Monday, as one of at least five Mavs to work out at the American Airlines Center four days before the start of training camp, Terry said he wants to sign an extension before their Christmas Day opener against the Miami Heat.
"My focus is to sign an extension because being the core of what we've built to this point, I believe they want me here," Terry said. "And if the extension is not done, then that tells me something different. And so, I'm going to put all my efforts out here to prove to everybody in this league that I'm going to be here for another four to five years playing at a high level."
Terry, a 12-year veteran who has spent the last seven seasons with Dallas, said the front office's first order of business is rounding out the team that will defend last season's championship, a task that requires some difficult decisions.
Free agents can sign contracts starting Friday, and it appears the Mavs could be prepared to lose Chandler, small forward Caron Butler and perhaps backup point guard J.J. Barea and hard-nosed shooting guard DeShawn Stevenson.
"Yeah, it's a reality right now," Terry said of the possibility of moving on without Chandler. "It's just something that we're going to have to do deal with. Once training camp starts and once we have the roster of guys we're going with, we're not even going to worry about who's not here. We're going to go out there with what we have and make it happen."
Terry said he wants the Mavs' front office to make it happen with an extension for a player who has performed on the floor and in the community.
"That is our goal," Terry said. "We'll see if that happens."

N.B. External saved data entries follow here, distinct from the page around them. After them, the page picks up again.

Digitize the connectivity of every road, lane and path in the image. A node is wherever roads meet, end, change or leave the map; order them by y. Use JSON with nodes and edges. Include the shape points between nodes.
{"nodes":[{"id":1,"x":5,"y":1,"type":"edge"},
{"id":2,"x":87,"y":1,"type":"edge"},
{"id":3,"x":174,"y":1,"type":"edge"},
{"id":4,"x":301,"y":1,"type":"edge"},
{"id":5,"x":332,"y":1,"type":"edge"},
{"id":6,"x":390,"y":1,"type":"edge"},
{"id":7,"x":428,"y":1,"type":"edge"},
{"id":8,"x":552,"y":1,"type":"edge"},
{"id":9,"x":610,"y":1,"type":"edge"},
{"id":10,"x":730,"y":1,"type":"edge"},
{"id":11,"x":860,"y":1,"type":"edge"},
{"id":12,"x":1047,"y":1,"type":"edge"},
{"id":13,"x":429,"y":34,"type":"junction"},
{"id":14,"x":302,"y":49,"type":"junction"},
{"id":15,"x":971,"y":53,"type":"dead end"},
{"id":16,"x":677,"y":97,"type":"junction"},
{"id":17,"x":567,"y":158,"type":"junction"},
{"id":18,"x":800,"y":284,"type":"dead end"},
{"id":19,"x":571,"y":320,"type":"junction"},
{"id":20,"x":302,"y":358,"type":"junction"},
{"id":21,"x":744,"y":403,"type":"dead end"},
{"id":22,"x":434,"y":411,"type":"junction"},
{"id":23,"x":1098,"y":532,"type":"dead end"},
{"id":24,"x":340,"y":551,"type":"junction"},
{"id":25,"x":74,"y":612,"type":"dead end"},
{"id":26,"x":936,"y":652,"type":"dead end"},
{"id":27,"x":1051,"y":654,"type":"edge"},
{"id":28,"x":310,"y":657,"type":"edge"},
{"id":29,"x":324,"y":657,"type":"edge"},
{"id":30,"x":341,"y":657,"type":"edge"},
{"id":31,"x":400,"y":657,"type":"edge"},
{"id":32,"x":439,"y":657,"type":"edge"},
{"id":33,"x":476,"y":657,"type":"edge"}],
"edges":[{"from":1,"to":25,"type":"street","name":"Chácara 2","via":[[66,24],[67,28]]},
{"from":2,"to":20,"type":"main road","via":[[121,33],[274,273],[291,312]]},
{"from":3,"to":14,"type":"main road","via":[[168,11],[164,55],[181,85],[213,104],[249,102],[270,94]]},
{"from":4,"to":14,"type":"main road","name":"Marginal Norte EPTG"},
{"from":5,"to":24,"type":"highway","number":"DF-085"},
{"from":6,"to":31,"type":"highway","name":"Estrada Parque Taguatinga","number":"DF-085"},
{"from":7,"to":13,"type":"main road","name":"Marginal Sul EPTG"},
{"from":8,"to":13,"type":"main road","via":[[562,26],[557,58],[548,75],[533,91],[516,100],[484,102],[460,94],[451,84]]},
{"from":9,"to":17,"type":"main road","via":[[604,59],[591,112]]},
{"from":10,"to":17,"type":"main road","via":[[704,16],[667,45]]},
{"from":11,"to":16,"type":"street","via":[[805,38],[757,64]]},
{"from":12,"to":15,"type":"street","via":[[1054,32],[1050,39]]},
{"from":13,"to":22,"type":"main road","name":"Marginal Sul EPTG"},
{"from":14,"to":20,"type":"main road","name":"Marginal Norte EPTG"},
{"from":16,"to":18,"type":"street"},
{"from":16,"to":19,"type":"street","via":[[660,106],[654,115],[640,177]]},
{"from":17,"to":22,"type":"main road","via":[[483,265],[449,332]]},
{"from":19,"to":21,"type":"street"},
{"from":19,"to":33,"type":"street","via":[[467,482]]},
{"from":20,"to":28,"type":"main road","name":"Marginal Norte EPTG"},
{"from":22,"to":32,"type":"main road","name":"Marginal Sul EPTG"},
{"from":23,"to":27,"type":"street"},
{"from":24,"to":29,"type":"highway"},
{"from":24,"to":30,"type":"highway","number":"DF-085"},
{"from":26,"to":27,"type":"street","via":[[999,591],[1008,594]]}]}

If an extension is not offered, Terry could be entering his final season with the Mavs. Prior to the July 1 lockout, president of basketball operations Donnie Nelson said he wants Terry to retire in Dallas. But with the allure of cap space next summer and the coming new era of harsh luxury tax penalties, the Mavs might not be interested in entertaining an extension.
Few players have experienced the resounding highs and gut-wrenching lows with one franchise as has Terry. He arrived in a trade as a bouncy, young sharpshooter from the wayward Atlanta Hawks to replace Steve Nash, a pillar of the franchise and Dirk Nowitzki's best friend.
"That was tough," Terry said. "You're coming into a new situation, a guy loses his best friend, one of the centerpieces for the franchise, and you're trying to fit right in and, obviously, Dirk was probably uneasy at times. But I'm an easy-going guy, so our relationship, we hit it off from day one. It's because of our work ethic."
Terry has played for three coaches: Don Nelson, who stepped aside with 18 games remaining in Terry's first season; Avery Johnson, who Terry once feared had called him into his Toronto hotel room to tell him he was being traded, only to instill his faith in Terry as the team's new point guard; and Rick Carlisle, who has counted on Terry to do whatever is asked and lead by example.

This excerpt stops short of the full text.